[AIM OF THE EXERCISE]
Reproduce the listing below character for character; drop every image.
---*---
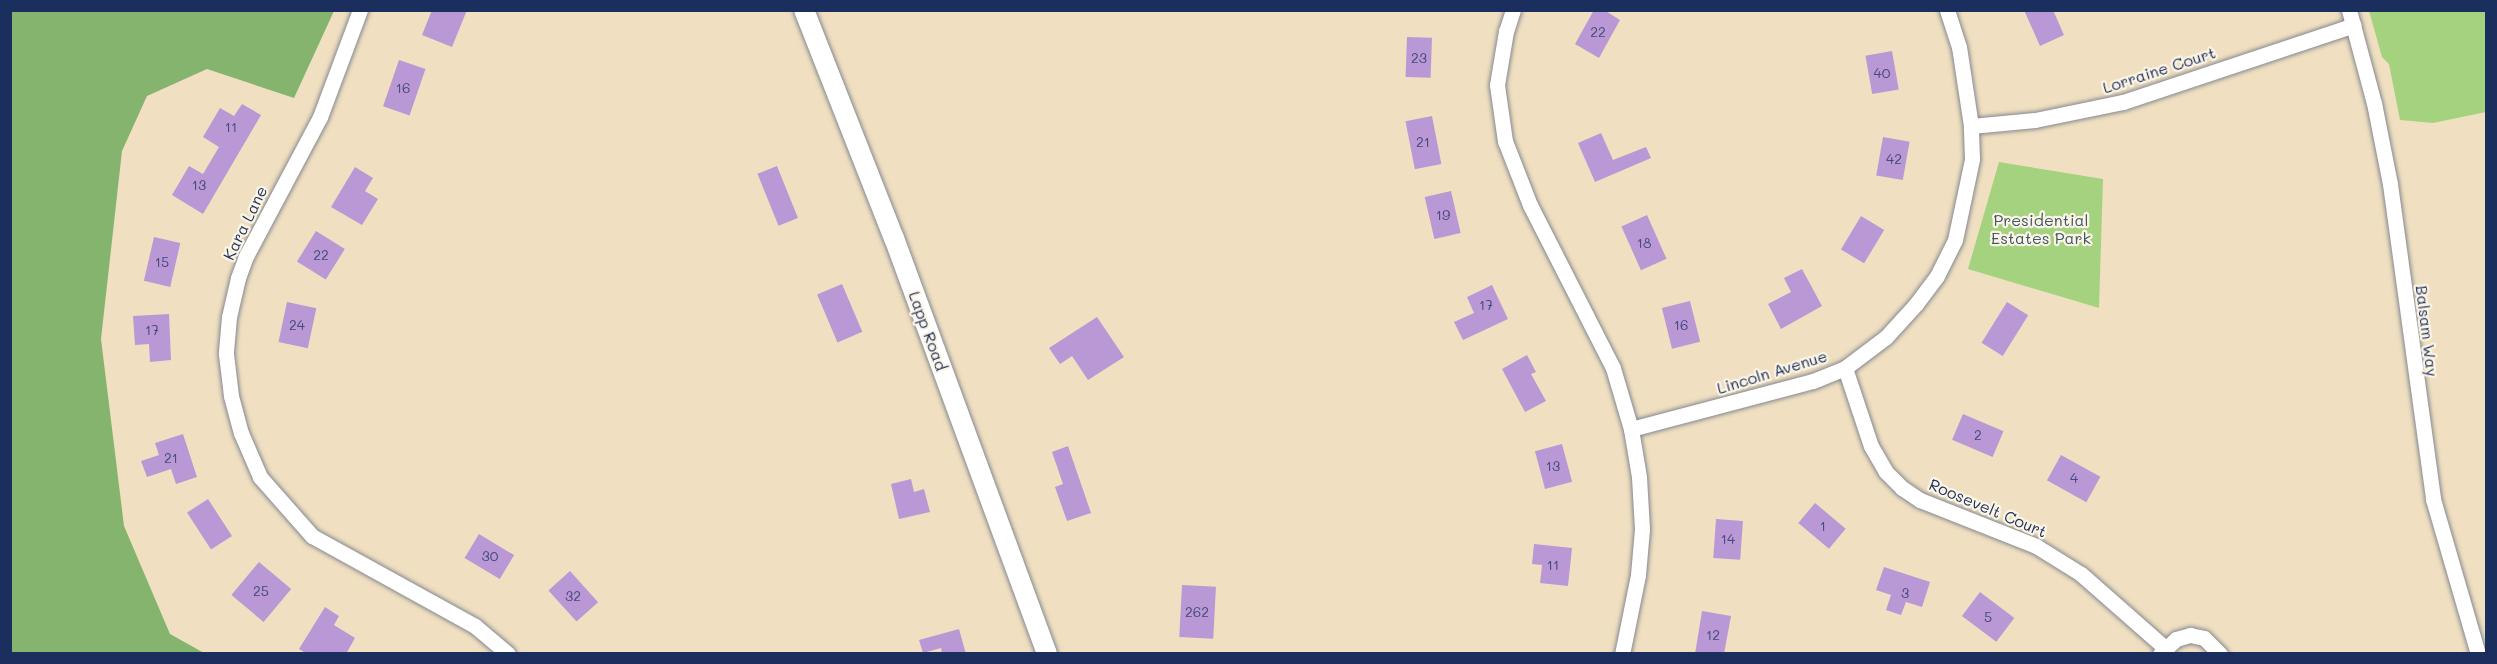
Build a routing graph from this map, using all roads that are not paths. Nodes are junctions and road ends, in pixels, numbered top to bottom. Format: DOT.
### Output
graph roads {
  1 [pos="360,10"];
  2 [pos="804,10"];
  3 [pos="1513,10"];
  4 [pos="1947,10"];
  5 [pos="2351,18"];
  6 [pos="1971,126"];
  7 [pos="1845,368"];
  8 [pos="1631,429"];
  9 [pos="2162,650"];
  10 [pos="508,654"];
  11 [pos="1047,654"];
  12 [pos="1622,654"];
  13 [pos="2220,654"];
  14 [pos="2478,654"];
  1 -- 10 [label="street, Kara Lane"];
  2 -- 11 [label="street, Lapp Road"];
  3 -- 8 [label="street"];
  4 -- 6 [label="street, Lincoln Avenue"];
  5 -- 6 [label="street, Lorraine Court"];
  5 -- 14 [label="street, Balsam Way"];
  6 -- 7 [label="street, Lincoln Avenue"];
  7 -- 8 [label="street, Lincoln Avenue"];
  7 -- 9 [label="street, Roosevelt Court"];
  8 -- 12 [label="street"];
  9 -- 13 [label="street, Roosevelt Court"];
}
---*---
[TASK ANSWER]
Build a routing graph from this map, using all roads that are not paths. Nodes are junctions and road ends, in pixels, numbered top to bottom. Format: DOT.
### Output
graph roads {
  1 [pos="360,10"];
  2 [pos="804,10"];
  3 [pos="1513,10"];
  4 [pos="1947,10"];
  5 [pos="2351,18"];
  6 [pos="1971,126"];
  7 [pos="1845,368"];
  8 [pos="1631,429"];
  9 [pos="2162,650"];
  10 [pos="508,654"];
  11 [pos="1047,654"];
  12 [pos="1622,654"];
  13 [pos="2220,654"];
  14 [pos="2478,654"];
  1 -- 10 [label="street, Kara Lane"];
  2 -- 11 [label="street, Lapp Road"];
  3 -- 8 [label="street"];
  4 -- 6 [label="street, Lincoln Avenue"];
  5 -- 6 [label="street, Lorraine Court"];
  5 -- 14 [label="street, Balsam Way"];
  6 -- 7 [label="street, Lincoln Avenue"];
  7 -- 8 [label="street, Lincoln Avenue"];
  7 -- 9 [label="street, Roosevelt Court"];
  8 -- 12 [label="street"];
  9 -- 13 [label="street, Roosevelt Court"];
}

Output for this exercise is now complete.